## Wednesday, September 30, 2009

### RPG Math - Problem 8 (Now With More Combat Action!)

This problem isn't based on a role-playing game, but rather on a tabletop wargame, but it is still too good to pass up.

The game this problem is based on is Warmachine. Warmachine is a wargame in the same vein as Warhammer Fantrasy or Warhammer 40k, where you have miniatures that you move around on a board measuring distances rather than on a square or hex grid. However, Warmachine has several features that make it so I like it more than those other games:

1. There are fewer models you have to put together to form a decent army, and each model has fewer pieces.

2. There is more variety in units - each different type of unit has unique special powers. This makes the game much more interesting and more strategic because you have to look at what the opponent has brought to the table (you are allowed to look at the "stat cards" that have the opponents' units' stats and powers on them) and figure out how best to counter their powers with your own.
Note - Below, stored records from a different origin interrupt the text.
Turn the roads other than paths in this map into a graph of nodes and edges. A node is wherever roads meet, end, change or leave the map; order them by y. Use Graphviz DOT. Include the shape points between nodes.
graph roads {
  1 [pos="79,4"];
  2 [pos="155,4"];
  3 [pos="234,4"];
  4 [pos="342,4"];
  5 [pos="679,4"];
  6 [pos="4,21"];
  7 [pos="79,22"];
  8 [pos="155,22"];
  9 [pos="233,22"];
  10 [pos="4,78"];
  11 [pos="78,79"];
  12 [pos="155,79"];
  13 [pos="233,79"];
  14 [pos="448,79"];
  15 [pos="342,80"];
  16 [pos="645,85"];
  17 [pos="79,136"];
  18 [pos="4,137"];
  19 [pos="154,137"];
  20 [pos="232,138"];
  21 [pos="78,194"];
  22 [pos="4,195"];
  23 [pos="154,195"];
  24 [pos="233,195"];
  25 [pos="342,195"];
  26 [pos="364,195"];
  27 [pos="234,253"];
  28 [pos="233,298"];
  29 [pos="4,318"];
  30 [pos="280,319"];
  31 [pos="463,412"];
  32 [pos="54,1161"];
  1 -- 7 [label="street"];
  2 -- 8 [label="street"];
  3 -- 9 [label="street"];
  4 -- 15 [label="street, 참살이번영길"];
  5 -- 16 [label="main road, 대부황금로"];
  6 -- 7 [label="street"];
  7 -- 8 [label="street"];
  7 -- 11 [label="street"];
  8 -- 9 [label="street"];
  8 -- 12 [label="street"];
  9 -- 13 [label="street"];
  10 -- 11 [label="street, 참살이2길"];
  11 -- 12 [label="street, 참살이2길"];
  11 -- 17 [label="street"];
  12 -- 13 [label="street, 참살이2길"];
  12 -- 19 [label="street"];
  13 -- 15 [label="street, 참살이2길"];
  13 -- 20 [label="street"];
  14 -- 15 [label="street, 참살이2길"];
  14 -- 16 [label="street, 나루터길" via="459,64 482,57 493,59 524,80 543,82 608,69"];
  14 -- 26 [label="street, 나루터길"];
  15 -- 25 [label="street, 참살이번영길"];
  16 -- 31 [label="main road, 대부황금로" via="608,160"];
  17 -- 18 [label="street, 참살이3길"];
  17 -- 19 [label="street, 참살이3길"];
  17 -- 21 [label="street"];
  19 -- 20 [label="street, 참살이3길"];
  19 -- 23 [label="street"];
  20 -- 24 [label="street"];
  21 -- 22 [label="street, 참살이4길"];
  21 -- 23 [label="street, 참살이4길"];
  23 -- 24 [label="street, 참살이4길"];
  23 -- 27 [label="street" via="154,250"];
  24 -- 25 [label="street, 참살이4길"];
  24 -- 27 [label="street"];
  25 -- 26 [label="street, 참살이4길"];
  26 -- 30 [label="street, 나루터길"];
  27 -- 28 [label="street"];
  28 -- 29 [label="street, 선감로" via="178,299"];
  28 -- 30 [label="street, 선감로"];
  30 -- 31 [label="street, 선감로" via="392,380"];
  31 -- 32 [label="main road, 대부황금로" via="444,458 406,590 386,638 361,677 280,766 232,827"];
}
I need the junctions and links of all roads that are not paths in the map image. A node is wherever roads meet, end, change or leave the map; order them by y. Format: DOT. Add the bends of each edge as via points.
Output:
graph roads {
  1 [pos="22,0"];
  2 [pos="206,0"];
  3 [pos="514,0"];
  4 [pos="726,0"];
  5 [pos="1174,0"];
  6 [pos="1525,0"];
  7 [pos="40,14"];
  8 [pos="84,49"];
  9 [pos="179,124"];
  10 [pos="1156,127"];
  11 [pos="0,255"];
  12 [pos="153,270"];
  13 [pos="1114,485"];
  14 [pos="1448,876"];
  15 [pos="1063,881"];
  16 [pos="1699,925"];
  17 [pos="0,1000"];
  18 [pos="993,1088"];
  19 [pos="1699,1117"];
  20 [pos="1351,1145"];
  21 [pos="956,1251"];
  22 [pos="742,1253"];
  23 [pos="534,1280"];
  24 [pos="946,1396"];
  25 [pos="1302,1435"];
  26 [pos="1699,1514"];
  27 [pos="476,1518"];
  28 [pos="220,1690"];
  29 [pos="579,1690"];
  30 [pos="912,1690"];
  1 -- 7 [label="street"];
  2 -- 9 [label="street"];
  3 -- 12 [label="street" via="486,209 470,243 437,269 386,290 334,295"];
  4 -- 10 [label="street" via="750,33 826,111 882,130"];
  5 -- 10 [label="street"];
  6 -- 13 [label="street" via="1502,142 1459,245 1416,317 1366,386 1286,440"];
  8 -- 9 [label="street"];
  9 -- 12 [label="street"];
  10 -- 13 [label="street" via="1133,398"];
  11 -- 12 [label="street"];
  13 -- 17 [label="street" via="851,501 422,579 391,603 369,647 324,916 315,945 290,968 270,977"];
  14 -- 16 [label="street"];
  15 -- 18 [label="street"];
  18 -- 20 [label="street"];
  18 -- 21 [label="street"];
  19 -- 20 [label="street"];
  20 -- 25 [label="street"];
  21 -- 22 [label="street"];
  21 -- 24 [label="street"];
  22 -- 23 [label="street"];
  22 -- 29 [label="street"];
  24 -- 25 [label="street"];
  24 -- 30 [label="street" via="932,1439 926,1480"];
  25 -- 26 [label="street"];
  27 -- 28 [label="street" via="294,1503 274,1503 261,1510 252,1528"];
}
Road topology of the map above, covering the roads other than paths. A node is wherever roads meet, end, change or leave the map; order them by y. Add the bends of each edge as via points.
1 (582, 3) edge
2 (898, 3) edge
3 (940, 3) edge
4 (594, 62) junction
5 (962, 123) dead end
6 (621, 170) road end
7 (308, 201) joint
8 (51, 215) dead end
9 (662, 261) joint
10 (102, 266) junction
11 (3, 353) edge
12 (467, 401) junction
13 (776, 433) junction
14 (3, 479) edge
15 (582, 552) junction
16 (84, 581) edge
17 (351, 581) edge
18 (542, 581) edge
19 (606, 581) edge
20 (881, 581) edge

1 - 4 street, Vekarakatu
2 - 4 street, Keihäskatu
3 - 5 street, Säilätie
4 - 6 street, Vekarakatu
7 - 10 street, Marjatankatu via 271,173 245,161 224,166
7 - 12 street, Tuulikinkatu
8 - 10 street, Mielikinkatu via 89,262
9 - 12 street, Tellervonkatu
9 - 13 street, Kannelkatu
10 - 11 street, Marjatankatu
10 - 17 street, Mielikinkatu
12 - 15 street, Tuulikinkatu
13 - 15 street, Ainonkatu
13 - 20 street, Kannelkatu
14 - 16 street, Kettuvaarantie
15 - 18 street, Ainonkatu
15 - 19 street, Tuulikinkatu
Also there is more strategy in army selection as you try to put together an army that has powers that complement each other. For example one very useful combo is the "Bile Thrall", which applies a "corrosion" effect to targets it hits with its Bile Cannon, combined with the "Cankerworm," a large worm-shaped "warjack" (i.e. battle robot) which has an Ablation ability that allows it to ignore half the target's armor when it hits an enemy unit that has corrosion on it. In one game I successfully used this combo to kill an enemy warjack in one turn that was so heavily armored it would have been very difficult to kill any other way. Unfortunately I then made a tactical blunder: I left my "warcaster" (the army's leader) exposed in a place where the enemy could use one of his last remaining units to charge and kill him.

Anyway this is an RPG Math post so let's get right to the puzzle:

Problem 8: "Focus Fire!"

In Warmachine, there are some units (like squads of infantry) that are composed of lots of identical models. Some of these units have the "Combined Melee Attack" or "Combined Ranged Attack" special ability. This special ability allows the unit to, rather than having each model in the unit attack separately and make separate attack and damage rolls, combine several models' attacks into one attack with bonuses to the attack and damage rolls.

When using combined attacks, the player can choose how to group the models into attacks. For example, if a unit had 8 models, the player could choose to make 8 separate attacks, to make one attack that combined all 8 models, to make two attacks using 3 models each and one attack using the remaining 2 models, etc.

Assume that the unit has N models, and the player's goal is to maximize the total expected amount of damage done to the target. Let F(x) be the expected damage done from one attack with x models. Suppose you are given the values of F(x) for each value of x between 1 and N inclusive. Find a polynomial-time algorithm* to compute the best possible grouping.

Hint: Let G_i(j) be the best possible expected damage using j models in groups of no more than i each. Think about how to calculate the values of G_i if you already know the values of G_(i-1).

The solution is here.

*This means that the running time of the algorithm is bounded by A(n^B) for some constants A and B.